— Your instructions —
Among the lines below, restate word for word only those from the line with "Trace the roads" through the line with "Please list the", with both end lines kept.

■ ■ ■

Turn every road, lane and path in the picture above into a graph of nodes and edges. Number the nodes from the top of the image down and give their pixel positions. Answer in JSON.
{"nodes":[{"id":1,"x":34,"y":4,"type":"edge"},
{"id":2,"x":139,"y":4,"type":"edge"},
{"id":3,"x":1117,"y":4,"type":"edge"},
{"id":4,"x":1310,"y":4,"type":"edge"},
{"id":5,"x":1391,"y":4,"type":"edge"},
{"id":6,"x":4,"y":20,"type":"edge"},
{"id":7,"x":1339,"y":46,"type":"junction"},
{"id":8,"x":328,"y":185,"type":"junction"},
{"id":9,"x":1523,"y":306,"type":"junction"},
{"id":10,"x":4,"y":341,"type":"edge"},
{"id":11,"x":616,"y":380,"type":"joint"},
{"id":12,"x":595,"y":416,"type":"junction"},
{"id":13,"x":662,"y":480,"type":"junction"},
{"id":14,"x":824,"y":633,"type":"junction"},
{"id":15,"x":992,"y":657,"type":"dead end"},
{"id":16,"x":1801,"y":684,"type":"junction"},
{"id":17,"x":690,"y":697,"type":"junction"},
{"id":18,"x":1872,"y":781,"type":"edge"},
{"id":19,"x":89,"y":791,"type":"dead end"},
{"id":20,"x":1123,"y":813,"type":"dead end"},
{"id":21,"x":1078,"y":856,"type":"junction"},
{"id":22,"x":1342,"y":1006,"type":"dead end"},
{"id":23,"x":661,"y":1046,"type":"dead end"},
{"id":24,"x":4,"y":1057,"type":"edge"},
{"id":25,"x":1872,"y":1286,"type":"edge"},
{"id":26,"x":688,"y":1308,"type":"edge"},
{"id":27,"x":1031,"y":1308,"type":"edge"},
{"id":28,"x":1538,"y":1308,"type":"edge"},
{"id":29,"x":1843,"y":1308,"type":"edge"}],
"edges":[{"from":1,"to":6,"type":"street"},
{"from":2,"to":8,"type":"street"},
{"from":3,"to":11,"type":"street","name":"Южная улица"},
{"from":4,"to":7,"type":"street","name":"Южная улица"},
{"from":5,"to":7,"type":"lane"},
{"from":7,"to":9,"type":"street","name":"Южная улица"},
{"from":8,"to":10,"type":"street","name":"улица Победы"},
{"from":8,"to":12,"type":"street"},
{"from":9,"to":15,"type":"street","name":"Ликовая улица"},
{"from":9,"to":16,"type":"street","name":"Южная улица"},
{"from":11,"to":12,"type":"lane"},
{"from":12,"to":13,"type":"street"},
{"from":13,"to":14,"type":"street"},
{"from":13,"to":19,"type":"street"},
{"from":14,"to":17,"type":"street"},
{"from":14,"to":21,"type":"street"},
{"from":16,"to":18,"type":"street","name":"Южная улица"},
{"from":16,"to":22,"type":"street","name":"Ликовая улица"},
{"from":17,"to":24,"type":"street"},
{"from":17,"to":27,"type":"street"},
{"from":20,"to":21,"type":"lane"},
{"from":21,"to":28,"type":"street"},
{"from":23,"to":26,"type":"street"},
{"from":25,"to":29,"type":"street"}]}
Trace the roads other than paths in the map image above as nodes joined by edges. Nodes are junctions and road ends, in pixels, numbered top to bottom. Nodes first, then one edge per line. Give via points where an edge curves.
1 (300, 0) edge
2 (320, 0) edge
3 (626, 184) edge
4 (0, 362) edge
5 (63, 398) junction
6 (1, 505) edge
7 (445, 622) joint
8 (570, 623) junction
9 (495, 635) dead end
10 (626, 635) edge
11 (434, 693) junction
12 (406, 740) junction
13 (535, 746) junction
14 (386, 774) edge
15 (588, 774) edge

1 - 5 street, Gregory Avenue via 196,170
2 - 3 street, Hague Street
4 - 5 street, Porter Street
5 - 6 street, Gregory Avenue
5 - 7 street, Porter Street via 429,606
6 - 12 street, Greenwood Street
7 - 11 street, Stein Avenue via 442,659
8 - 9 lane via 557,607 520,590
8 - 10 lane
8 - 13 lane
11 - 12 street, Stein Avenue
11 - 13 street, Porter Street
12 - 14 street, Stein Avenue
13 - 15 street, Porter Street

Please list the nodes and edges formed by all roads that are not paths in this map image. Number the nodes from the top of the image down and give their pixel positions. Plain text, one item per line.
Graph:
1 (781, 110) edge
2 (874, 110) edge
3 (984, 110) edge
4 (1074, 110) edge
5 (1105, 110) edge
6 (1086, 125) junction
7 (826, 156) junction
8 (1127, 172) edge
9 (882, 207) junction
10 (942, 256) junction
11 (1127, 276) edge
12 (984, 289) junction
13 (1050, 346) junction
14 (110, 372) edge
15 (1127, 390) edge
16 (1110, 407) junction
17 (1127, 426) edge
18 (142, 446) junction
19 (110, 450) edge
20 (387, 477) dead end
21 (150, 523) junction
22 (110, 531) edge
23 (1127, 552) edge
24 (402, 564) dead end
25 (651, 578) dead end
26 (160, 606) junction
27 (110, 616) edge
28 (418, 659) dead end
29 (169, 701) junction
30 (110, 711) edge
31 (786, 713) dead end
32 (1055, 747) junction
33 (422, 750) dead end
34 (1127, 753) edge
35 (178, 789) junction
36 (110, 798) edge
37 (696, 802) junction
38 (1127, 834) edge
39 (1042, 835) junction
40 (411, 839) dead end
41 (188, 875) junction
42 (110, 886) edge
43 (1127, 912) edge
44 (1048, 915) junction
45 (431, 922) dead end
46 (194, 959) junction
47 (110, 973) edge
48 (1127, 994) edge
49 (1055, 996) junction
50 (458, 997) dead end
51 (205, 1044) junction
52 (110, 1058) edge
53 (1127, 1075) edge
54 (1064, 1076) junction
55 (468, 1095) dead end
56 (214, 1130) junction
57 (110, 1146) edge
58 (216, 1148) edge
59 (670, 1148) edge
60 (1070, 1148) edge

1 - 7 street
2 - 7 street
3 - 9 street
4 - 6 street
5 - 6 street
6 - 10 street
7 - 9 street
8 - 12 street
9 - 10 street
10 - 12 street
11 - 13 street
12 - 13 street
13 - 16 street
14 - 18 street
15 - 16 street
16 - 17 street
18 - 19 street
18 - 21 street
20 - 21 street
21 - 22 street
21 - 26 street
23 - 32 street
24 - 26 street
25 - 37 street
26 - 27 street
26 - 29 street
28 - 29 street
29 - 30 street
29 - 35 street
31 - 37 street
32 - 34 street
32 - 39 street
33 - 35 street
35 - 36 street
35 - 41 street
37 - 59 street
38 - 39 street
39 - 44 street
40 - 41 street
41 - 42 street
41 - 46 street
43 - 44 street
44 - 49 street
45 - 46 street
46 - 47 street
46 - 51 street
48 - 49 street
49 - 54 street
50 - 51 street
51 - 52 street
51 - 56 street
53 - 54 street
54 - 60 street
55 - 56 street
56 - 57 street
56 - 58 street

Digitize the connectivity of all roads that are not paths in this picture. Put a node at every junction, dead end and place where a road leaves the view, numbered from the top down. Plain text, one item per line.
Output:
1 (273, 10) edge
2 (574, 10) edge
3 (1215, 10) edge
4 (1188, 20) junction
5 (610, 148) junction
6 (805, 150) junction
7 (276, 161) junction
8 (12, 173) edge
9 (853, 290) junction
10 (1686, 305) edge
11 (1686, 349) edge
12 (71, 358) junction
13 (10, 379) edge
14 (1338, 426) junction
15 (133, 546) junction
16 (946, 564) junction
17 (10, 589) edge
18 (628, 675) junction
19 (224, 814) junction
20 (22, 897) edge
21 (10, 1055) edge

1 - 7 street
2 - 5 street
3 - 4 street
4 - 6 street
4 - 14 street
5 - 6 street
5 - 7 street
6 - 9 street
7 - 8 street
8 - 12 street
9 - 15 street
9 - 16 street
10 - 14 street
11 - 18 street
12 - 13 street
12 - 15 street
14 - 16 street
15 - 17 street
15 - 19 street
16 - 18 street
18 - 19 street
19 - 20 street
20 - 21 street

■ ■ ■

— Task output —
Trace the roads other than paths in the map image above as nodes joined by edges. Nodes are junctions and road ends, in pixels, numbered top to bottom. Nodes first, then one edge per line. Give via points where an edge curves.
1 (300, 0) edge
2 (320, 0) edge
3 (626, 184) edge
4 (0, 362) edge
5 (63, 398) junction
6 (1, 505) edge
7 (445, 622) joint
8 (570, 623) junction
9 (495, 635) dead end
10 (626, 635) edge
11 (434, 693) junction
12 (406, 740) junction
13 (535, 746) junction
14 (386, 774) edge
15 (588, 774) edge

1 - 5 street, Gregory Avenue via 196,170
2 - 3 street, Hague Street
4 - 5 street, Porter Street
5 - 6 street, Gregory Avenue
5 - 7 street, Porter Street via 429,606
6 - 12 street, Greenwood Street
7 - 11 street, Stein Avenue via 442,659
8 - 9 lane via 557,607 520,590
8 - 10 lane
8 - 13 lane
11 - 12 street, Stein Avenue
11 - 13 street, Porter Street
12 - 14 street, Stein Avenue
13 - 15 street, Porter Street

Please list the nodes and edges formed by all roads that are not paths in this map image. Number the nodes from the top of the image down and give their pixel positions. Plain text, one item per line.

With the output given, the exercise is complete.